- Genre: Documentary
- Directed by: Jenny Ash Russell Barnes
- Narrated by: Alun Armstrong
- Country of origin: United Kingdom
- Original language: English
- No. of seasons: 1
- No. of episodes: 6

Production
- Executive producer: Jonathan Hewes
- Producer: Alex West
- Production locations: California Iceland Mauritius Oregon Tasmania
- Running time: 30 mins
- Production company: Wall to Wall

Original release
- Network: Channel 4
- Release: 25 September – 30 October 2001

= Extinct (2001 TV series) =

British television series from 2001

Extinct was a Channel 4 TV series, that originally aired between 25 September to 30 October 2001. There were 6 episodes.

==Episodes==
1. Dodo

This episode recounts how the dodo became extinct. It starts with the introduction of people on the island of Mauritius. Animals are soon introduced that make life harder for the already endangered dodos. The settlers even tried to eat a dodo, but it was too chewy and tasted horrible. The episode explains how the dodo bred as well and recreates a flock of them eating fruit and snails, however, overhunting and competition with pigs, dogs, macaques, goats, rats, and cats finally destroyed the dodo forever.

2. Sabre-tooth cat

The episode commences at the La Brea Tar Pits in California, USA. Hundreds of bones from sabre-tooth cats (also known as Smilodon) and other animals are shown and the process of how they became stuck in the tar is explained.
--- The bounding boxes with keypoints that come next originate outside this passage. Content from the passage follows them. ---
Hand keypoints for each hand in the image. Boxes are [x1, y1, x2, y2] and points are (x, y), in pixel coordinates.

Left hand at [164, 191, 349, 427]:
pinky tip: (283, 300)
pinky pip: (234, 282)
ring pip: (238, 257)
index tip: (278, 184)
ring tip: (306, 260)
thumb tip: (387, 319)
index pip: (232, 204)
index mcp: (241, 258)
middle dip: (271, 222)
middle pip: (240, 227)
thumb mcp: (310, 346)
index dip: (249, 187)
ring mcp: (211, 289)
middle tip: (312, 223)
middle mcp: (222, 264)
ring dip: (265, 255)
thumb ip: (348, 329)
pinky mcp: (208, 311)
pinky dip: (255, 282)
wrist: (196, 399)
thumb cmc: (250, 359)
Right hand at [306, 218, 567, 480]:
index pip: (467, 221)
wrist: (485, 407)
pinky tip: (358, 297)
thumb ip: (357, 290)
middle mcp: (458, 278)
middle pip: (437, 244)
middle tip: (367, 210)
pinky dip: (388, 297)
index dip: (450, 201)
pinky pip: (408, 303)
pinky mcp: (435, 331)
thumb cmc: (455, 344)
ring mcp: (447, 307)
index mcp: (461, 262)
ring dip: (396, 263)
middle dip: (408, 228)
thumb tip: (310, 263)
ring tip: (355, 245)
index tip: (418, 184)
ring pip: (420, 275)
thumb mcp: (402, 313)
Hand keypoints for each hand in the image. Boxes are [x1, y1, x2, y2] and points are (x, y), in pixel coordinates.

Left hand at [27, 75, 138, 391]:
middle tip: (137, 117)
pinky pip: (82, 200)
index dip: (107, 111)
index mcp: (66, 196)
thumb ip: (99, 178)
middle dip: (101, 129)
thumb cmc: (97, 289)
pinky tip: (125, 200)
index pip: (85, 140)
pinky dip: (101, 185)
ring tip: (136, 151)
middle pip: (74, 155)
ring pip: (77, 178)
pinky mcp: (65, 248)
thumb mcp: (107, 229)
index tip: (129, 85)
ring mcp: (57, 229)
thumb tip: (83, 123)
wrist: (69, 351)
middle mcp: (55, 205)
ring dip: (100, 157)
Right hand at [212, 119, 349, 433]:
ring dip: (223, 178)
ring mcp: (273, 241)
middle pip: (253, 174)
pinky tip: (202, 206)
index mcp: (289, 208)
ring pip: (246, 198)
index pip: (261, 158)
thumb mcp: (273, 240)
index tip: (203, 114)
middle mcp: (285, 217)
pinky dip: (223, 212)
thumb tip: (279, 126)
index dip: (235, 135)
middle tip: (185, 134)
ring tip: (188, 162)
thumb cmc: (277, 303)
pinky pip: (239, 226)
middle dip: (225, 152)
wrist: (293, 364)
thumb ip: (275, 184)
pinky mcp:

The program then describes how life was for the sabre-tooth cat in the Ice Age. It explains how the climate warmed up and the woodland forests that the sabre-tooth depended on for cover when stalking prey disappeared. It shows a mother sabre-tooth trying to hunt for her two cubs, but fails due to the open spaces and more numerous bison herds. Starving, she abandons her cubs (in doing so, will never reproduce again) and goes for the easiest prey, dead animals in the tar pit. Her hunger overpowers her sense of caution and drives her to the edge of the black abyss...

3. The Irish Elk

The Irish elk (also known as Megaloceros) was hunted to extinction by early man. This episode describes how overhunting and climate change killed this wonderful creature.

4. The Great Auk

This episode discusses the tragedy of the great auk, a puffin-like seabird killed by Europeans. Features a seabird ecologist, Dr Bill Montevecchi.

5. The Mammoth

The mammoth is one of the most iconic extinct creatures. The episode features palaeontologist Sylvia Gonzalez and describes how disease and overhunting killed a whole family of Columbian mammoths in Toquila, Mexico. The family was buried in a mass grave and ranged from babies to adults. The end of the Ice Age was also a major factor contributing to their extinction. Lush grasses began to be less common, and the pine trees that replaced them didn't have enough nutrients to sustain a mammoth's huge appetite. Thus, they were partially starved into extinction.

6. The Tasmanian Tiger

Perhaps the saddest extinction of all, this depressing episode tells the story of how one gunshot in Wilfrid Batty's gun not only ended the life of one of the last Tasmanian tigers but sounded the death knell for the entire species. The program covers basic anatomy of the marsupial and shows it hunting in the wild. It also shows actual footage of the animal in zoos. It is explained that the tiger's disappearance was due to the bounty system, in which the government paid everyone who killed a Tasmanian tiger 1 pound. When it was realized that the animal was becoming extinct, there was a rush to catch every last one and put them in zoos. Most zoo specimens died by the 1930s. The last tiger ever seen was "Ben", in Hobart Zoo. There were two final twists to this tale: "Ben" wasn't a male thylacine and, when she died in September 1936, "Ben" had endured her last 59 days as a protected species.